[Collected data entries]
▶

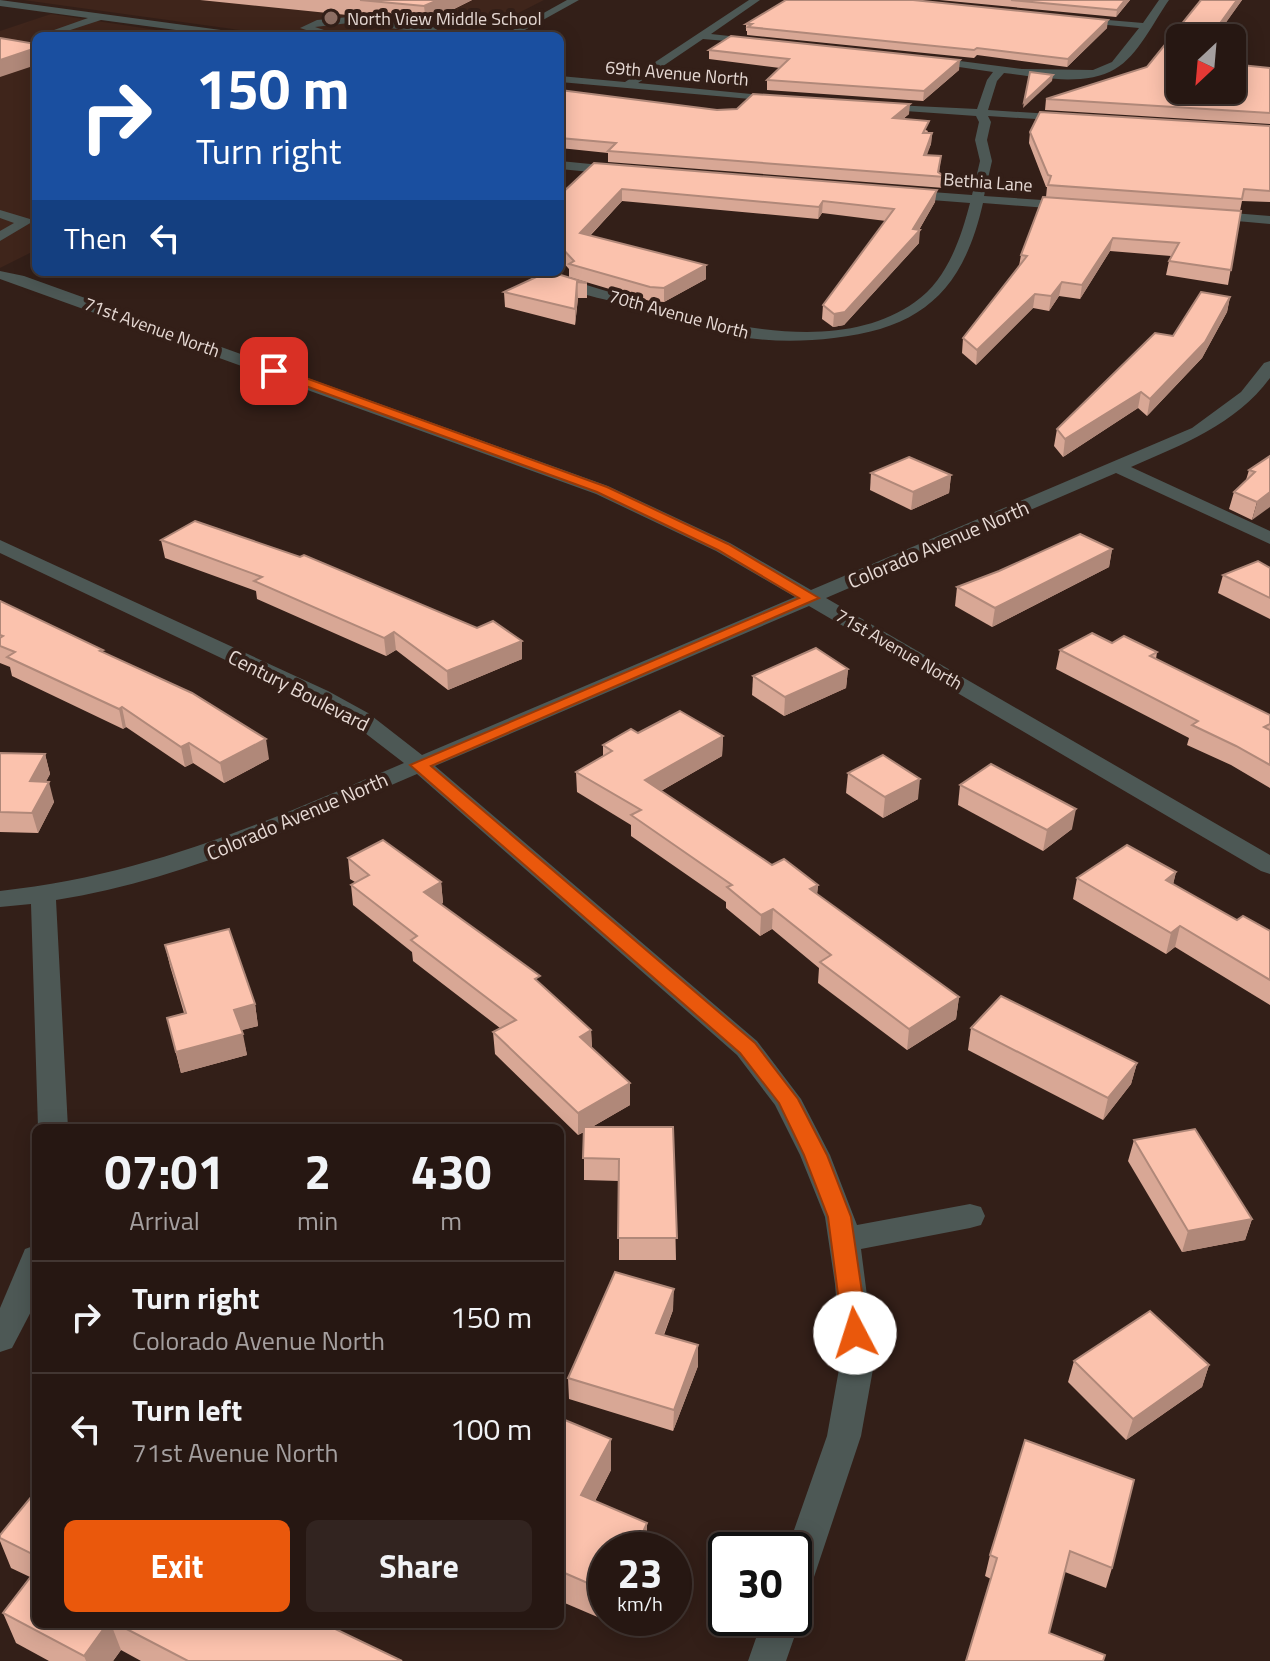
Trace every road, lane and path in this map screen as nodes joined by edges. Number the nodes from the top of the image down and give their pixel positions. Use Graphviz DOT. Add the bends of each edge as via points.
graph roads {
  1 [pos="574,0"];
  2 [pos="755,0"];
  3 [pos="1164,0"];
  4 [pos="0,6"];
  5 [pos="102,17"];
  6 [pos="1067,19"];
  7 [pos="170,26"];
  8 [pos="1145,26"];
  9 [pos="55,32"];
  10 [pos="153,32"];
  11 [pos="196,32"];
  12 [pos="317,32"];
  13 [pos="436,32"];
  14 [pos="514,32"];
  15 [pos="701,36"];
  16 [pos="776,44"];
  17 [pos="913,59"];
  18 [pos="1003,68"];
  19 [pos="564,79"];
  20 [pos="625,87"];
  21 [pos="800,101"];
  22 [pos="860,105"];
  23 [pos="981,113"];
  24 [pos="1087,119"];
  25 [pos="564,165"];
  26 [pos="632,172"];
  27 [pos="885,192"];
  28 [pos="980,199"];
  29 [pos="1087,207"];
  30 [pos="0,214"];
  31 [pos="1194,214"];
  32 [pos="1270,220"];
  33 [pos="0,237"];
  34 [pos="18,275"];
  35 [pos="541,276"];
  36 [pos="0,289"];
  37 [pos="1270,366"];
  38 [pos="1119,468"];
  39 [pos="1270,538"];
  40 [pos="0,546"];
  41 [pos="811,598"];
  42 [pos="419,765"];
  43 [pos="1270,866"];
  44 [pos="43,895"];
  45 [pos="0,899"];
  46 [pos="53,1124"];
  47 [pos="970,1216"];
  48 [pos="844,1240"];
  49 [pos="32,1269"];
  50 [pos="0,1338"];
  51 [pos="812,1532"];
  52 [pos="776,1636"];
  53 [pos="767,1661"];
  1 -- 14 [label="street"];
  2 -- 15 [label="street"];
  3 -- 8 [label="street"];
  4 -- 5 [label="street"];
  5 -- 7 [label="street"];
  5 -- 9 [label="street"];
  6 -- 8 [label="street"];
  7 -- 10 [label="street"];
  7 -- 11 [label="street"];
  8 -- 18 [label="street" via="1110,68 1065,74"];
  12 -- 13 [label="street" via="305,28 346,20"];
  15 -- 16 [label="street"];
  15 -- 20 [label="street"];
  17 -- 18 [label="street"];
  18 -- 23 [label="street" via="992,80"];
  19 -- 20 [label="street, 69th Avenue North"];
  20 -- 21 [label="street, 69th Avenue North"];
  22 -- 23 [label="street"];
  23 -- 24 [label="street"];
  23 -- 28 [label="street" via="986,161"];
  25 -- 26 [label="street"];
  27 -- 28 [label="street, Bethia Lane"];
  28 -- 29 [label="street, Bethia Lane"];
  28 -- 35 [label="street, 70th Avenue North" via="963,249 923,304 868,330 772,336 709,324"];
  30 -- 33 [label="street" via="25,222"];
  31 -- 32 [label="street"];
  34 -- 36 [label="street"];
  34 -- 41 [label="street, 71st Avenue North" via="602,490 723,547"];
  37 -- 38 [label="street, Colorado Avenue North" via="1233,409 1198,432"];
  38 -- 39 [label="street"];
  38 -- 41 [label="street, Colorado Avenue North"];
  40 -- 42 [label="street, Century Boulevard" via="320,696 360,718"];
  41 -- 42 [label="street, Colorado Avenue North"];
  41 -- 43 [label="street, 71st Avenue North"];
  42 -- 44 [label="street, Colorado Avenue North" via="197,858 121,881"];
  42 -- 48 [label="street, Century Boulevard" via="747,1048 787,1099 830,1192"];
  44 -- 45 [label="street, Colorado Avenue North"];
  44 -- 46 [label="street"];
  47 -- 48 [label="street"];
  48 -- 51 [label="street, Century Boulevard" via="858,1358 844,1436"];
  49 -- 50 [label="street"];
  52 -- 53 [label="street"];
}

◀

YOUR OBJECTIVE
All of the data above needs to be retyped exactly, with the pictures removed.

YOUR RESPONSE
Trace every road, lane and path in this map screen as nodes joined by edges. Number the nodes from the top of the image down and give their pixel positions. Use Graphviz DOT. Add the bends of each edge as via points.
graph roads {
  1 [pos="574,0"];
  2 [pos="755,0"];
  3 [pos="1164,0"];
  4 [pos="0,6"];
  5 [pos="102,17"];
  6 [pos="1067,19"];
  7 [pos="170,26"];
  8 [pos="1145,26"];
  9 [pos="55,32"];
  10 [pos="153,32"];
  11 [pos="196,32"];
  12 [pos="317,32"];
  13 [pos="436,32"];
  14 [pos="514,32"];
  15 [pos="701,36"];
  16 [pos="776,44"];
  17 [pos="913,59"];
  18 [pos="1003,68"];
  19 [pos="564,79"];
  20 [pos="625,87"];
  21 [pos="800,101"];
  22 [pos="860,105"];
  23 [pos="981,113"];
  24 [pos="1087,119"];
  25 [pos="564,165"];
  26 [pos="632,172"];
  27 [pos="885,192"];
  28 [pos="980,199"];
  29 [pos="1087,207"];
  30 [pos="0,214"];
  31 [pos="1194,214"];
  32 [pos="1270,220"];
  33 [pos="0,237"];
  34 [pos="18,275"];
  35 [pos="541,276"];
  36 [pos="0,289"];
  37 [pos="1270,366"];
  38 [pos="1119,468"];
  39 [pos="1270,538"];
  40 [pos="0,546"];
  41 [pos="811,598"];
  42 [pos="419,765"];
  43 [pos="1270,866"];
  44 [pos="43,895"];
  45 [pos="0,899"];
  46 [pos="53,1124"];
  47 [pos="970,1216"];
  48 [pos="844,1240"];
  49 [pos="32,1269"];
  50 [pos="0,1338"];
  51 [pos="812,1532"];
  52 [pos="776,1636"];
  53 [pos="767,1661"];
  1 -- 14 [label="street"];
  2 -- 15 [label="street"];
  3 -- 8 [label="street"];
  4 -- 5 [label="street"];
  5 -- 7 [label="street"];
  5 -- 9 [label="street"];
  6 -- 8 [label="street"];
  7 -- 10 [label="street"];
  7 -- 11 [label="street"];
  8 -- 18 [label="street" via="1110,68 1065,74"];
  12 -- 13 [label="street" via="305,28 346,20"];
  15 -- 16 [label="street"];
  15 -- 20 [label="street"];
  17 -- 18 [label="street"];
  18 -- 23 [label="street" via="992,80"];
  19 -- 20 [label="street, 69th Avenue North"];
  20 -- 21 [label="street, 69th Avenue North"];
  22 -- 23 [label="street"];
  23 -- 24 [label="street"];
  23 -- 28 [label="street" via="986,161"];
  25 -- 26 [label="street"];
  27 -- 28 [label="street, Bethia Lane"];
  28 -- 29 [label="street, Bethia Lane"];
  28 -- 35 [label="street, 70th Avenue North" via="963,249 923,304 868,330 772,336 709,324"];
  30 -- 33 [label="street" via="25,222"];
  31 -- 32 [label="street"];
  34 -- 36 [label="street"];
  34 -- 41 [label="street, 71st Avenue North" via="602,490 723,547"];
  37 -- 38 [label="street, Colorado Avenue North" via="1233,409 1198,432"];
  38 -- 39 [label="street"];
  38 -- 41 [label="street, Colorado Avenue North"];
  40 -- 42 [label="street, Century Boulevard" via="320,696 360,718"];
  41 -- 42 [label="street, Colorado Avenue North"];
  41 -- 43 [label="street, 71st Avenue North"];
  42 -- 44 [label="street, Colorado Avenue North" via="197,858 121,881"];
  42 -- 48 [label="street, Century Boulevard" via="747,1048 787,1099 830,1192"];
  44 -- 45 [label="street, Colorado Avenue North"];
  44 -- 46 [label="street"];
  47 -- 48 [label="street"];
  48 -- 51 [label="street, Century Boulevard" via="858,1358 844,1436"];
  49 -- 50 [label="street"];
  52 -- 53 [label="street"];
}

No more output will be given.